You use dimension tables to hold the descriptive attributes that you want to use to analyse your measures.
This is fine but what do you do when this information changes? There are three common ways that you can handle changes in your dimensional model.
Type 1 – Overwrite
In this method when a change happens you simply overwrite the dimension record with the new values. This is nice and simple however, the old values are gone.

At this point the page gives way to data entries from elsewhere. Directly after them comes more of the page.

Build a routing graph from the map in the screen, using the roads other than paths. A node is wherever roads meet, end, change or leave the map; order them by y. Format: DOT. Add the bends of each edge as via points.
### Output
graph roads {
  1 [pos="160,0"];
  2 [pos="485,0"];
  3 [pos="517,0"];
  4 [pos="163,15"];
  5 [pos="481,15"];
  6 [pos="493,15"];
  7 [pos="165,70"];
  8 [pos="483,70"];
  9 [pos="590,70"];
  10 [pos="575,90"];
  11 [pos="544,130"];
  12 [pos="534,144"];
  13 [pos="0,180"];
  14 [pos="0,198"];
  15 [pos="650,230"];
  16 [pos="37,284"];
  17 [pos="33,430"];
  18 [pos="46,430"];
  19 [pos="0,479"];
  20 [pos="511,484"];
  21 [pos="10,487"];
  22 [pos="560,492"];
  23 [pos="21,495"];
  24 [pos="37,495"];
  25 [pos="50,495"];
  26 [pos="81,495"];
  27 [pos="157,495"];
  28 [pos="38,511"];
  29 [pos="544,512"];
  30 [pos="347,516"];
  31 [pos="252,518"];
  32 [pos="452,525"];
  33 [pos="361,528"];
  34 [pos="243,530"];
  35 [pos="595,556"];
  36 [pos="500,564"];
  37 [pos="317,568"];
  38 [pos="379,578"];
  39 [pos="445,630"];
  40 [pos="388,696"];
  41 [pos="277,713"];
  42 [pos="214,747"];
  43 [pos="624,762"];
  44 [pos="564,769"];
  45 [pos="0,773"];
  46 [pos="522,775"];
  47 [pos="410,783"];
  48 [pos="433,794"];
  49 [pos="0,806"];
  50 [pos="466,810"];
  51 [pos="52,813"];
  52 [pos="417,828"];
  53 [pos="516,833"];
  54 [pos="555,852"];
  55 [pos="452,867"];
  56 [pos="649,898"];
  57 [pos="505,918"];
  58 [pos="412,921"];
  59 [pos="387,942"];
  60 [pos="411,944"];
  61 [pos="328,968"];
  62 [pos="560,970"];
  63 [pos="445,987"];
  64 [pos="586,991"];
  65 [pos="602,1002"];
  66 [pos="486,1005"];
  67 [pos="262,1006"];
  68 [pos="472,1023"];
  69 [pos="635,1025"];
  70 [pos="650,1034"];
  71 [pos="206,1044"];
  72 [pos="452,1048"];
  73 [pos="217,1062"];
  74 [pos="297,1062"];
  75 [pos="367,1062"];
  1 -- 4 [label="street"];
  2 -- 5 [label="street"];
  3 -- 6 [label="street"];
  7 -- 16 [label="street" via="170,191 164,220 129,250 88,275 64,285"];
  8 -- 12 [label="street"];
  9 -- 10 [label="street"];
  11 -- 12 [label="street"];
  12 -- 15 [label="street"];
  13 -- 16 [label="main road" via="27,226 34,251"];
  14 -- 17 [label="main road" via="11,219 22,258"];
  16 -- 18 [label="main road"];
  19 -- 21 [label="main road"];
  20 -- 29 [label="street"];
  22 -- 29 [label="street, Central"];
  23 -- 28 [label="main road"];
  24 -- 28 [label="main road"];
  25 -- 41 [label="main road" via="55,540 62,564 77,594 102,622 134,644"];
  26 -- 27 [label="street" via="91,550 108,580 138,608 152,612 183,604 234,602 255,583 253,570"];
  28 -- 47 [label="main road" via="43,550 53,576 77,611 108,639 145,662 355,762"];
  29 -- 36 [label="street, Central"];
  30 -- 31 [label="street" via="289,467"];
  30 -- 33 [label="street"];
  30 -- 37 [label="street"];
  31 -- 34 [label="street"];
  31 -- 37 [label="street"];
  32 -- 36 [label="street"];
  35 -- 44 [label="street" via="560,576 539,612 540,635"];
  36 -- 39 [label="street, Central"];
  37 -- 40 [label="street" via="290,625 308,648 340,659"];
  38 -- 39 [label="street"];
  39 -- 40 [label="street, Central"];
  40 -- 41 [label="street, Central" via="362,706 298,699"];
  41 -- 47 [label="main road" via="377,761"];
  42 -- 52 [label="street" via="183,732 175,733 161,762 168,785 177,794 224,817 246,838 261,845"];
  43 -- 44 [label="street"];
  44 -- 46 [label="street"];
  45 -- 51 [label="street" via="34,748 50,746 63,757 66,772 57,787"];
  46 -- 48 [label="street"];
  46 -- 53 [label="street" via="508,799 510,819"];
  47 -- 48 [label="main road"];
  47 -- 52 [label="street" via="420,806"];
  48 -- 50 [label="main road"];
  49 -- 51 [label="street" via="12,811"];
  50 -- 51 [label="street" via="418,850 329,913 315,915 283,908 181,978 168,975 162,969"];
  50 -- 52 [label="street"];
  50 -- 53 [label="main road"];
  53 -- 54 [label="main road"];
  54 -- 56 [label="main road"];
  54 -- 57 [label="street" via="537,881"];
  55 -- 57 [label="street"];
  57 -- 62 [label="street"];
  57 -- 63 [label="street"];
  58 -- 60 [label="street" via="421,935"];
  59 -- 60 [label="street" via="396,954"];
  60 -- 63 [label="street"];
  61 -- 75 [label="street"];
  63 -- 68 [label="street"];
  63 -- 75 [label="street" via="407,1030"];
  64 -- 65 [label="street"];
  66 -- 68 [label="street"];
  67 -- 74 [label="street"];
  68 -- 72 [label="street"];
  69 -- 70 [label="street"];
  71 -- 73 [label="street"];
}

In this example a saleswoman has recorded some sales.
SalesPersonDimension
SalesPersonKey | SalesPersonID | SalesPersonName |
---|---|---|
1 | 000001 | Mary Jones |
2 | 000002 | John Smith |
SalesFactTable
SalesPersonKey | SalesDate | SalesAmount |
---|---|---|
1 | 1-Feb-2008 | £10,000.00 |
2 | 1-Feb-2008 | £9,500.00 |
Of course I would never store a date in a fact table, I would use a foreign key to a date dimension. I am trying to keep the example as concise as possible.
Mary and John have been working very closely and they have decided to get married, accordingly Mary’s name changes.
SalesPersonDimension
SalesPersonKey | SalesPersonID | SalesPersonName |
---|---|---|
1 | 000001 | Mary Smith |
2 | 000002 | John Smith |
SalesFactTable
SalesPersonKey | SalesDate | SalesAmount |
---|---|---|
1 | 1-Feb-2008 | £10,000.00 |
2 | 1-Feb-2008 | £9,500.00 |
1 | 1-Mar-2008 | £11,000.00 |
2 | 1-Mar-2008 | £12,500.00 |
As you can see Mary’s name has been simply overwritten with the new value. However if I look back at February’s sales figures, Mary Smith had sales, but she was actually Mary Jones in February.
When using type 1 dimensions you need to be sure that you don’t mind the values being changed for all time!
Type 2 – Versioning
In this method your requirements state that you must accurately report on the information as it existed at the time. In order to do this, when the data changes you must keep the old version and then create a new version of the record with the updated values. In order to get best use from this I would always add three additional columns to my dimension: ValidFrom, ValidTo and CurrentFlag.
SalesPersonDimension
SalesPersonKey | SalesPersonID | SalesPersonName | ValidFrom | ValidTo | CurrentFlag |
---|---|---|---|---|---|
1 | 000001 | Mary Jones | 1-Jan-2005 | 31-Dec-9999 | Y |
2 | 000002 | John Smith | 1-Mar-2006 | 31-Dec-9999 | Y |
SalesFactTable
SalesPersonKey | SalesDate | SalesAmount |
---|---|---|
1 | 1-Feb-2008 | £10,000.00 |
2 | 1-Feb-2008 | £9,500.00 |
Mary and John have been working very closely and they have decided to get married, accordingly Mary’s name changes.
SalesPersonDimension
SalesPersonKey | SalesPersonID | SalesPersonName | ValidFrom | ValidTo | CurrentFlag |
---|---|---|---|---|---|
1 | 000001 | Mary Jones | 1-Mar-2006 | 1-Mar-2008 | N |
2 | 000002 | John Smith | 1-Mar-2006 | 31-Dec-9999 | Y |
3 | 000001 | Mary Smith | 1-Mar-2008 | 31-Dec-9999 | Y |
SalesFactTable
SalesPersonKey | SalesDate | SalesAmount |
---|---|---|
1 | 1-Feb-2008 | £10,000.00 |
2 | 1-Feb-2008 | £9,500.00 |
3 | 1-Mar-2008 | £11,000.00 |
2 | 1-Mar-2008 | £12,500.00 |
There are a few things to note here:
Dimension record #1 Mary’s name has not been changed but it has been end-dated to mark the period when this name was valid.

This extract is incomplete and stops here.